Department of Surgery, William Beaumont Army Medical Center, Uniformed Services University of the Health Sciences, Fort Bliss, TX, USA.
Department of Surgery, Brooke Army Medical Center, Fort Sam Houston, TX, USA.
Ann Surg Oncol. 2023 Oct;30(11):6662-6670. doi: 10.1245/s10434-023-13758-z. Epub 2023 Jun 17.
Achieving optimal surgical outcomes in pancreatic adenocarcinoma requires a combination of both curative-intent resection to oncologic standards and stage-specific neoadjuvant or adjuvant therapy. This investigation sought to examine factors associated with receipt of standard-adherent surgery (SAS) and guideline-recommended therapy (GRT) and determine the impact of compliance on patient survival.
From the 2006-2016 National Cancer Database, 21,304 patients underwent resection for nonmetastatic pancreatic adenocarcinoma. SAS was defined as pancreatic resection with negative margins and ≥ 15 lymph nodes examined. Stage-specific GRT was defined by current National Comprehensive Cancer Network guidelines. Multivariable models were used to determine predictors of adherence to SAS and GRT and prognostic impact on overall survival.

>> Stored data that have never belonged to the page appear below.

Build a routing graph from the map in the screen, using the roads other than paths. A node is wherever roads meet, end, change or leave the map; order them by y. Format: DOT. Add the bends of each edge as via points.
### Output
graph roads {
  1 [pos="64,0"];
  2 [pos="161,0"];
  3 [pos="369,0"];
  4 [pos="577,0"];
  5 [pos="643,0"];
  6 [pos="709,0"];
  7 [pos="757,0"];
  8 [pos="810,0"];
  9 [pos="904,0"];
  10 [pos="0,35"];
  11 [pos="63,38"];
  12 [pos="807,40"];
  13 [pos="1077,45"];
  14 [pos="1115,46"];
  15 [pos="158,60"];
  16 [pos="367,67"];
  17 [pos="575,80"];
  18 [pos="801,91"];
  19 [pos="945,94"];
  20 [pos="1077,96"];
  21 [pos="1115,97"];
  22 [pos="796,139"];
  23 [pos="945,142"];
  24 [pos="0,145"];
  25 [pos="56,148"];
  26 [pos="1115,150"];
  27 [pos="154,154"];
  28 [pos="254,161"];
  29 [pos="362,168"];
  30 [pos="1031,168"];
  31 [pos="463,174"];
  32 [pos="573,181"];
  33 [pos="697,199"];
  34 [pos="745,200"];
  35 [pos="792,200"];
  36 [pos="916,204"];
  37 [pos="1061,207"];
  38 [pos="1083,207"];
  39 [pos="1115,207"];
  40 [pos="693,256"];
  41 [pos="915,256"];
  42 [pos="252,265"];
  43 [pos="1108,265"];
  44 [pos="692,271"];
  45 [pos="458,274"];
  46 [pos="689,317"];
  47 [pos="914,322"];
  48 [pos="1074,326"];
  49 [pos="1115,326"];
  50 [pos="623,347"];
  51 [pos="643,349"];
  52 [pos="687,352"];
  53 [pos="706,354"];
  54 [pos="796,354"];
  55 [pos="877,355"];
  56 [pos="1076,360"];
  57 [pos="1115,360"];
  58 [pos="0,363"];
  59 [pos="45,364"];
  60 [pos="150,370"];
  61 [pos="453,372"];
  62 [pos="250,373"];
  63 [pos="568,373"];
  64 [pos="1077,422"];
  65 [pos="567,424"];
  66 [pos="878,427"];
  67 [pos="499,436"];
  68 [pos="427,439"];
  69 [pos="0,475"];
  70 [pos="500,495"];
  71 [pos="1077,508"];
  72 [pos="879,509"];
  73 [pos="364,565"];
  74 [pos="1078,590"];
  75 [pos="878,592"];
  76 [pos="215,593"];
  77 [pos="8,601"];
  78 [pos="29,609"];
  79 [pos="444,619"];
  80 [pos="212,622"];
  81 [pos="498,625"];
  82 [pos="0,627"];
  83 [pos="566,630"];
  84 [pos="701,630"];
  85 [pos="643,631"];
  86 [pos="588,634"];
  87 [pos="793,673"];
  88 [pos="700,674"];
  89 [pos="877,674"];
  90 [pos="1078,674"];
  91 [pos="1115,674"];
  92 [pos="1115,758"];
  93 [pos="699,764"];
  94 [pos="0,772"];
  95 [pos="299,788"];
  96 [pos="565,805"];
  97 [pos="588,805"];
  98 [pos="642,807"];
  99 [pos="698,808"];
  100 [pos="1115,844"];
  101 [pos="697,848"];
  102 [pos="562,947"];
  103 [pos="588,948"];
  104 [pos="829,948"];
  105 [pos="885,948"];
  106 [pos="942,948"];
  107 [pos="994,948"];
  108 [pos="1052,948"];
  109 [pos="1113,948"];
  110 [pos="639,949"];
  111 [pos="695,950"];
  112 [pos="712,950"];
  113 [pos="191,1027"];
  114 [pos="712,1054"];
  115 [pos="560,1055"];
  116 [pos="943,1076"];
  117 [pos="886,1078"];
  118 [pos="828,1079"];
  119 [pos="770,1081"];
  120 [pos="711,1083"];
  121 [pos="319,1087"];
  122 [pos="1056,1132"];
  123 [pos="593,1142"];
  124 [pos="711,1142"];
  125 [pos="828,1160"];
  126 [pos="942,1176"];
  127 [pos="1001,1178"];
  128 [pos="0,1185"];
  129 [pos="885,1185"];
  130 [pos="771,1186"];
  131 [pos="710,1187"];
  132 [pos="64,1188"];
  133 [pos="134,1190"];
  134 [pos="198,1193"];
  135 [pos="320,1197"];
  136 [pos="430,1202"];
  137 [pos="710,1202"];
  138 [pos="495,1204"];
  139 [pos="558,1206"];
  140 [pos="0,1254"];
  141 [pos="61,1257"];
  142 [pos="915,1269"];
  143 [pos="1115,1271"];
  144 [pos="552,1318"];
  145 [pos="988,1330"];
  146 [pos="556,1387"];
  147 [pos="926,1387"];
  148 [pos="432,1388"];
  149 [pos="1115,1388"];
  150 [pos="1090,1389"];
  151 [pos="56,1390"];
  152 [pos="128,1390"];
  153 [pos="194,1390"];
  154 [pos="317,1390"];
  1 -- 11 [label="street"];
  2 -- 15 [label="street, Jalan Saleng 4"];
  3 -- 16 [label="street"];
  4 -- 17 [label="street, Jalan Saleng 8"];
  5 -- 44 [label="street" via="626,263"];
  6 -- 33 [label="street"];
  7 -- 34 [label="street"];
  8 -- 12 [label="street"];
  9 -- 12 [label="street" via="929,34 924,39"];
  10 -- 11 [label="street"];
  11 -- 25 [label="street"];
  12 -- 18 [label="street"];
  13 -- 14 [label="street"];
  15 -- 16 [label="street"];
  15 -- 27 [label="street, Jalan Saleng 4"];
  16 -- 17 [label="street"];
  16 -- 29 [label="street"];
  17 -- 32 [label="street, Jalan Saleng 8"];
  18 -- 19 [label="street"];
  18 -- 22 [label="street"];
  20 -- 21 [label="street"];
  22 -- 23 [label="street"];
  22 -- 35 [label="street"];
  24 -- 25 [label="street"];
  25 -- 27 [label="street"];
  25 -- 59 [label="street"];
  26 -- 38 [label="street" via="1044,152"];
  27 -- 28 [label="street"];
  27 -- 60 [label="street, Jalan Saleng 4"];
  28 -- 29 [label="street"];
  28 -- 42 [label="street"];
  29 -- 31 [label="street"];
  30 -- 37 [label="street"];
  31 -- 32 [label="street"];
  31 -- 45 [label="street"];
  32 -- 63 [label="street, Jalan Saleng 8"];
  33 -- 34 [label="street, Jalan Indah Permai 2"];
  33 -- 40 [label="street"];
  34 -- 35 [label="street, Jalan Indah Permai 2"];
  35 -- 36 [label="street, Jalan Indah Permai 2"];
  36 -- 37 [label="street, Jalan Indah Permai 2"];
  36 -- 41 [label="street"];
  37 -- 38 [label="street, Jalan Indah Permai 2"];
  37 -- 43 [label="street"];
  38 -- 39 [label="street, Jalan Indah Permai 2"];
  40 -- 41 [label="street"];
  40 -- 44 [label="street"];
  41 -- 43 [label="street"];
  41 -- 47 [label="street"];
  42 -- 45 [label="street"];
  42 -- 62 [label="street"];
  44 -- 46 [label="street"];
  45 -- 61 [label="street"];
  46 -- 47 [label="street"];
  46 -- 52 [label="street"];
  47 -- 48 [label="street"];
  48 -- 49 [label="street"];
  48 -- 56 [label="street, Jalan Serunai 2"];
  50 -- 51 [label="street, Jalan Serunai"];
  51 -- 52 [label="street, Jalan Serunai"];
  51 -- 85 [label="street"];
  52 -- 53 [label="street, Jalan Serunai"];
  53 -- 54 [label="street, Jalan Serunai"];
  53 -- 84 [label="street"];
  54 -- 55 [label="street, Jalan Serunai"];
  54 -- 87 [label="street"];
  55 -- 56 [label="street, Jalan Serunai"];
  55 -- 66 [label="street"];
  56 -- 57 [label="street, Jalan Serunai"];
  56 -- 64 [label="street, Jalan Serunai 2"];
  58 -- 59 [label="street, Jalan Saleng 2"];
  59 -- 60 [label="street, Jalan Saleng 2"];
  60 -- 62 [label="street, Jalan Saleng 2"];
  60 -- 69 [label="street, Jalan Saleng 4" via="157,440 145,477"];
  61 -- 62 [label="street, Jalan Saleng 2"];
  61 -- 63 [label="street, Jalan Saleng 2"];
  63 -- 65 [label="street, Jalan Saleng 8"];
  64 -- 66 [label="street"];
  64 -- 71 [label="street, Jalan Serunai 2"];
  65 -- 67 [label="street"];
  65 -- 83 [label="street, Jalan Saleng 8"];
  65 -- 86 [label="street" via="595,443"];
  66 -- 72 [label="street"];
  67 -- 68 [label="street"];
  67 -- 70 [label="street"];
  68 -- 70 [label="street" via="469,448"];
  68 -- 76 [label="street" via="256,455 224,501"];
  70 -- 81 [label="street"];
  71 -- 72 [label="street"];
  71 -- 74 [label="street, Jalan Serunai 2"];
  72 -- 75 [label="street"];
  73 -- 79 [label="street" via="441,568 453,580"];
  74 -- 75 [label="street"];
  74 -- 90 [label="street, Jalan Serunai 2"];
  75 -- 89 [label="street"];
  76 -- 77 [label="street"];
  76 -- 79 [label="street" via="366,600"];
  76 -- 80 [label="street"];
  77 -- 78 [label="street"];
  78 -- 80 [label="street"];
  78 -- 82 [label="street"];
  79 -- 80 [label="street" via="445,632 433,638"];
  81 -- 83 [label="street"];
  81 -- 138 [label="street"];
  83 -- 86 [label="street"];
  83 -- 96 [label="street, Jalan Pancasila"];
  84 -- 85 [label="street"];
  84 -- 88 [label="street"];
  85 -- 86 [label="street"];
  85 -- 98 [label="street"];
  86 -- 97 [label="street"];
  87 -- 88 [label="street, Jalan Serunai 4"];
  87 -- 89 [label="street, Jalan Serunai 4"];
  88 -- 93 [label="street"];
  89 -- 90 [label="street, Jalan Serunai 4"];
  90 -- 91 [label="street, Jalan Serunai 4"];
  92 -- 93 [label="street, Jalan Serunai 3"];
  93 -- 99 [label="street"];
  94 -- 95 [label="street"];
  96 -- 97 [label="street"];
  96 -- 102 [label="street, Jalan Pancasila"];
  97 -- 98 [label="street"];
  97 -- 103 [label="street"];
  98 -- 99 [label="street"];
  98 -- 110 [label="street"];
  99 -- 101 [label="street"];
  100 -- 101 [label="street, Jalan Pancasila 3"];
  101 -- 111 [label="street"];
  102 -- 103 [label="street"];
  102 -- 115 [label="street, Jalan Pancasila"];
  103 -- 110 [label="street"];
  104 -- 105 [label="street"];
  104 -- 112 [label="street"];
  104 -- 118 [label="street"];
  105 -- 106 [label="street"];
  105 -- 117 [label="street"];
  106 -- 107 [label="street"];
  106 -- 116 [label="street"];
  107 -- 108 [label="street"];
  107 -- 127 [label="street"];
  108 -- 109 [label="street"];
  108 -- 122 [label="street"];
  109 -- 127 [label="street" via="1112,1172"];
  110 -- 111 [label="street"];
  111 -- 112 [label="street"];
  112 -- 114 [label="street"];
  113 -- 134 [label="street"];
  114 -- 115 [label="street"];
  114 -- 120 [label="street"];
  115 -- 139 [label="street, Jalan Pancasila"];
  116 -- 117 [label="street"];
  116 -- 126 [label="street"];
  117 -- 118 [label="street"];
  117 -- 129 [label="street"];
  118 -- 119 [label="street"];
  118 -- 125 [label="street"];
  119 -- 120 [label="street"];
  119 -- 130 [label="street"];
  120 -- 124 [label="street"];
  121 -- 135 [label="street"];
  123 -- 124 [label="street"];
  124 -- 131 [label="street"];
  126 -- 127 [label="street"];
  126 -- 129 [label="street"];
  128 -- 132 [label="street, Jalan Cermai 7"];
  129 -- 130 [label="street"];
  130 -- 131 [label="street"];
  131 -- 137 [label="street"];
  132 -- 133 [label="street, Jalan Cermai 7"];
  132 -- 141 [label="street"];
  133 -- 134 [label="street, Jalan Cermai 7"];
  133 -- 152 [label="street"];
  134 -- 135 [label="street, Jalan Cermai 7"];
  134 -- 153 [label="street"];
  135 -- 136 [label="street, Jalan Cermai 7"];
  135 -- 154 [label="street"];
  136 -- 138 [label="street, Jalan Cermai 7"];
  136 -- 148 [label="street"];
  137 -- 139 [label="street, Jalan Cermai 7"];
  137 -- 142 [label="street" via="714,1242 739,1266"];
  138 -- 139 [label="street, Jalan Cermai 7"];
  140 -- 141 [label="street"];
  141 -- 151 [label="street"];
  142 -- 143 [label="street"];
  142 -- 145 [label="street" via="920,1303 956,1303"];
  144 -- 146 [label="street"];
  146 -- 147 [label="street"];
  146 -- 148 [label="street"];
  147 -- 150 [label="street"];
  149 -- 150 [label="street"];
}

Overall, SAS was achieved in 39% and GRT in 65% of patients, but only 30% received both SAS and GRT. Increasing age, minority race, uninsured status, and greater comorbidities were associated with a decreased odds of receiving both SAS and GRT (all p < 0.05). SAS (HR 0.79; CI 0.76-0.81; p < 0.001) and GRT (HR 0.67; CI 0.65-0.69; p < 0.001) were each independently associated with a survival advantage. Receipt of both SAS and GRT was associated with significant improvement in median OS compared with receiving neither (2.2 years vs 1.1 years; p < 0.001) which was independently associated with a 78% increased risk of death (HR 1.78; CI 1.70-1.86; p < 0.001).
Despite survival benefits associated with adherence to operative standards and receipt of guideline-recommended therapy, compliance remains poor. Future efforts must be directed toward improved education and implementation efforts around both operative standards and therapy guidelines.
在胰腺腺癌中实现最佳手术效果需要将治愈性手术切除与肿瘤标准相结合,并进行特定于分期的新辅助或辅助治疗。本研究旨在研究与接受标准手术(SAS)和指南推荐治疗(GRT)相关的因素,并确定依从性对患者生存的影响。
从 2006 年至 2016 年国家癌症数据库中,有 21304 名患者接受了非转移性胰腺腺癌切除术。SAS 定义为阴性切缘和≥15 个淋巴结检查的胰腺切除术。特定于分期的 GRT 根据现行国家综合癌症网络指南定义。多变量模型用于确定遵守 SAS 和 GRT 的预测因素以及对总体生存的预后影响。
总体而言,SAS 的实现率为 39%,GRT 的实现率为 65%,但只有 30%的患者同时接受了 SAS 和 GRT。年龄增长、少数族裔、无保险状态和更多合并症与接受 SAS 和 GRT 的可能性降低相关(均 p<0.05)。SAS(HR 0.79;CI 0.76-0.81;p<0.001)和 GRT(HR 0.67;CI 0.65-0.69;p<0.001)均与生存优势独立相关。与未接受治疗的患者相比,同时接受 SAS 和 GRT 的患者中位 OS 显著改善(2.2 年 vs 1.1 年;p<0.001),与死亡风险增加 78%独立相关(HR 1.78;CI 1.70-1.86;p<0.001)。
尽管与遵守手术标准和接受指南推荐的治疗相关的生存获益,但依从性仍然很差。未来的努力必须针对手术标准和治疗指南的教育和实施工作的改进。